**What you are asked to do:** Scan the data below and copy each line where "edges" occurs.

[Exercise inputs — start]

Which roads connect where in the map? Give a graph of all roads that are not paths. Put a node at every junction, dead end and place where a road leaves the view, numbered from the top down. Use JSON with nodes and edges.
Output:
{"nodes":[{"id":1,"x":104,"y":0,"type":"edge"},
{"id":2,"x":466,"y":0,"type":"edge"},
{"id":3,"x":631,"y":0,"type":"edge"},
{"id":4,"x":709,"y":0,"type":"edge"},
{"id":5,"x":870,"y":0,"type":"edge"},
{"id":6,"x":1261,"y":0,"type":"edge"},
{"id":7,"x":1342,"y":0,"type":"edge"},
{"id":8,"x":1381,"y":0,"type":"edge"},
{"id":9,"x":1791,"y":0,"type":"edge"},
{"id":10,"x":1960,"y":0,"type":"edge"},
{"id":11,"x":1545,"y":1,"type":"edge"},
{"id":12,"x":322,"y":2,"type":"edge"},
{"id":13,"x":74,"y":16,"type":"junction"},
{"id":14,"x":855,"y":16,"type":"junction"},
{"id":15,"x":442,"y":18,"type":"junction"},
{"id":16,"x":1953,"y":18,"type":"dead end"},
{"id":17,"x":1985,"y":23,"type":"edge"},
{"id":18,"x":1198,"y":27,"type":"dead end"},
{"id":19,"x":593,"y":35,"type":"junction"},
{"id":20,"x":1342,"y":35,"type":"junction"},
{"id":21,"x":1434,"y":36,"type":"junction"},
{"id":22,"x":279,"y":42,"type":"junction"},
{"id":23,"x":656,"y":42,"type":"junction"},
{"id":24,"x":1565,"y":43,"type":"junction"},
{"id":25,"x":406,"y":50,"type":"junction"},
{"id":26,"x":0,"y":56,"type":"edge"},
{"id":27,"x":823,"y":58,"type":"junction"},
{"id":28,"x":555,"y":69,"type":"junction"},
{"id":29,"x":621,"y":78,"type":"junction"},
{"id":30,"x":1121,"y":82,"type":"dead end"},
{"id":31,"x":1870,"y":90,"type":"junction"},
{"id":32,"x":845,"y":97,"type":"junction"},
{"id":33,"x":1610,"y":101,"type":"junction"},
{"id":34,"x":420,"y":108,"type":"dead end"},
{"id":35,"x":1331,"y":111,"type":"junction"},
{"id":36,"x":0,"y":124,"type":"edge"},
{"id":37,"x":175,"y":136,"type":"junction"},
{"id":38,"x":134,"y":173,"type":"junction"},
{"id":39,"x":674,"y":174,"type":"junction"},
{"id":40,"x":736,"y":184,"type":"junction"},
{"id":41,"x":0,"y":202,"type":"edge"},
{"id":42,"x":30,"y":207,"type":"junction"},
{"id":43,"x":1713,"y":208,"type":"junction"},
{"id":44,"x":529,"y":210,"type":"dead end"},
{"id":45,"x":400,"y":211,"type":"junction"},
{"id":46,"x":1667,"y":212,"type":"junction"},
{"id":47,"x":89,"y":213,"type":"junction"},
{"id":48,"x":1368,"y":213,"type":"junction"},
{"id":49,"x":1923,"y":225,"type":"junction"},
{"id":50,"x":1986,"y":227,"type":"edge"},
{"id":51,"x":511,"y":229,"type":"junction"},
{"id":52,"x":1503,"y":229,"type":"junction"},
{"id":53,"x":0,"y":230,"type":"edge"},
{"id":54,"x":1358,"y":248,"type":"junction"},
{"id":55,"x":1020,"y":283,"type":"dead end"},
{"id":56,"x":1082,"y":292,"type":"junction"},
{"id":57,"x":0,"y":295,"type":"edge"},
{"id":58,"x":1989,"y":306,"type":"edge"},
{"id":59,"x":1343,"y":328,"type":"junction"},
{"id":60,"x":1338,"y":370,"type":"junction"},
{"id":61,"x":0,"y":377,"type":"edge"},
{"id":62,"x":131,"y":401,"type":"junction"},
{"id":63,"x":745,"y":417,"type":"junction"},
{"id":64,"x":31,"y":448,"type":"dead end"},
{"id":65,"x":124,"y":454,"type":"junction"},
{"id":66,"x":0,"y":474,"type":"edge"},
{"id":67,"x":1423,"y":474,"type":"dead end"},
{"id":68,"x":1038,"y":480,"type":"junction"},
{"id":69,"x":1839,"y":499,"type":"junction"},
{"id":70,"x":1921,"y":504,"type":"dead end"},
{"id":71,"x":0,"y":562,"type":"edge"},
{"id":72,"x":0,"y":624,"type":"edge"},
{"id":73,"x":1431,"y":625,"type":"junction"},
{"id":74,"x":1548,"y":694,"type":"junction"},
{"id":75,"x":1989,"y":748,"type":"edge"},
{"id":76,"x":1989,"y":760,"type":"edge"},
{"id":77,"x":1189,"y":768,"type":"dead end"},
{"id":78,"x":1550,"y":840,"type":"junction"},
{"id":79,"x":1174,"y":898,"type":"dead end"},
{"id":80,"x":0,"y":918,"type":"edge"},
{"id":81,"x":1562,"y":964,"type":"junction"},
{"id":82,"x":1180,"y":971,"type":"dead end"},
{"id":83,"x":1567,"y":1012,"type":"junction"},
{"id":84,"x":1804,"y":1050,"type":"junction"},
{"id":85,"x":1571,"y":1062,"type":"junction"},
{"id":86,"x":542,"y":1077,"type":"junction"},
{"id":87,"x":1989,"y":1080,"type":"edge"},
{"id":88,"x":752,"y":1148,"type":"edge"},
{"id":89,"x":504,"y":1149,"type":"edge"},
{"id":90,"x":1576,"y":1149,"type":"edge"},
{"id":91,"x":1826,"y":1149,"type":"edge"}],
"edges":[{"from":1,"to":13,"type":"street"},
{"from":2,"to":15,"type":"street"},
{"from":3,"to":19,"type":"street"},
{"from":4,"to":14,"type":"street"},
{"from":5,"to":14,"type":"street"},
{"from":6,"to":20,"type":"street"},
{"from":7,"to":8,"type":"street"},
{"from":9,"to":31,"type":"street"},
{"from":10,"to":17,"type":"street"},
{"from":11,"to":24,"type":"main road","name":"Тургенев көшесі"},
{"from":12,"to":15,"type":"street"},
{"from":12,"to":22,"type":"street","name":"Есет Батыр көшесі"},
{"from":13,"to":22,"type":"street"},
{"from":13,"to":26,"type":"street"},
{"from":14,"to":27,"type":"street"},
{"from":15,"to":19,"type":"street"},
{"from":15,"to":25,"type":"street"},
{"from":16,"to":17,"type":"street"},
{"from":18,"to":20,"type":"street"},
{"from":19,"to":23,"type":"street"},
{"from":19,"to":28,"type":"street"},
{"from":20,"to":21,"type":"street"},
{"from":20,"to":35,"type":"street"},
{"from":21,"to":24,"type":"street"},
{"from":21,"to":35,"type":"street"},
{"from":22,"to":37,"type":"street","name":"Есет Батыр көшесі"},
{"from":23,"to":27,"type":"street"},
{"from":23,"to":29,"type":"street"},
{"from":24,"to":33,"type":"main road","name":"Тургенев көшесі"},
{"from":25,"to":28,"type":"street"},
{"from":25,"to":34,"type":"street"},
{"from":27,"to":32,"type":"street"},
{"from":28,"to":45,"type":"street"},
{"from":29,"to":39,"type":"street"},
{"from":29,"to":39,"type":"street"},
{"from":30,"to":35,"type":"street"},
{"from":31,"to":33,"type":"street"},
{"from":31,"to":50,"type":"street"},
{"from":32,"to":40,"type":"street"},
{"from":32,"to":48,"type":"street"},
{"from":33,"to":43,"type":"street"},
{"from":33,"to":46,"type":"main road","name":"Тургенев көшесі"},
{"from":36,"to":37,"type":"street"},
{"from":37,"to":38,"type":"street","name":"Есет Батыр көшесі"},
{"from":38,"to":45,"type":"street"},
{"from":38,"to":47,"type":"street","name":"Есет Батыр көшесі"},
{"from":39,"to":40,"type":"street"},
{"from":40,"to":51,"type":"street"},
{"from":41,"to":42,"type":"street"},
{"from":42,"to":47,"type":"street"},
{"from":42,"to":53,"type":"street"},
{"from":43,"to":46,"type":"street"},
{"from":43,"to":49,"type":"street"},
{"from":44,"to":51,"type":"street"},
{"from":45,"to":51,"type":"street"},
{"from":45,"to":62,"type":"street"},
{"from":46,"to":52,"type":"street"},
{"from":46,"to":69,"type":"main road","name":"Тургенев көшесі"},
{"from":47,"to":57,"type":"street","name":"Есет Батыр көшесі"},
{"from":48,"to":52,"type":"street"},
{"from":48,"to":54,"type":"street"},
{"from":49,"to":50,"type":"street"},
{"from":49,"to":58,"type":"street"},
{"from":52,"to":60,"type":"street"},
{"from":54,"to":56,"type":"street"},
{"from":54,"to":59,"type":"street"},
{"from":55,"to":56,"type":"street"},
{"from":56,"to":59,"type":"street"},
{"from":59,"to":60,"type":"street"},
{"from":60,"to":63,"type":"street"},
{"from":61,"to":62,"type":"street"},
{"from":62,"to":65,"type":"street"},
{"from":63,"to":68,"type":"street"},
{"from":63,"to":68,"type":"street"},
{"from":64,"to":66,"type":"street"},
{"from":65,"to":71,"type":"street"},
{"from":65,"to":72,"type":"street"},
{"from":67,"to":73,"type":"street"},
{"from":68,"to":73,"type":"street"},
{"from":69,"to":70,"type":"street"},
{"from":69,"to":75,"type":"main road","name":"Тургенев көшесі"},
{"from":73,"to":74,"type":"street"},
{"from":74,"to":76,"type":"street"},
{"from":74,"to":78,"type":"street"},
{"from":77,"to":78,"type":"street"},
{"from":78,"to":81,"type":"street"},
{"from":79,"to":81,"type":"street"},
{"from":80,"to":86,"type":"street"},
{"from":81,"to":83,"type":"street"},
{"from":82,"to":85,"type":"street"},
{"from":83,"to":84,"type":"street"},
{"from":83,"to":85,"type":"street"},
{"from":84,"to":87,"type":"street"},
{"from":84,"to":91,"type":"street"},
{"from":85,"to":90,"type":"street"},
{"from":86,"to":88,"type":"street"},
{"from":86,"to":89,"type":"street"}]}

[Exercise inputs — finish]

**Answer box:**
Which roads connect where in the map? Give a graph of all roads that are not paths. Put a node at every junction, dead end and place where a road leaves the view, numbered from the top down. Use JSON with nodes and edges.
"edges":[{"from":1,"to":13,"type":"street"},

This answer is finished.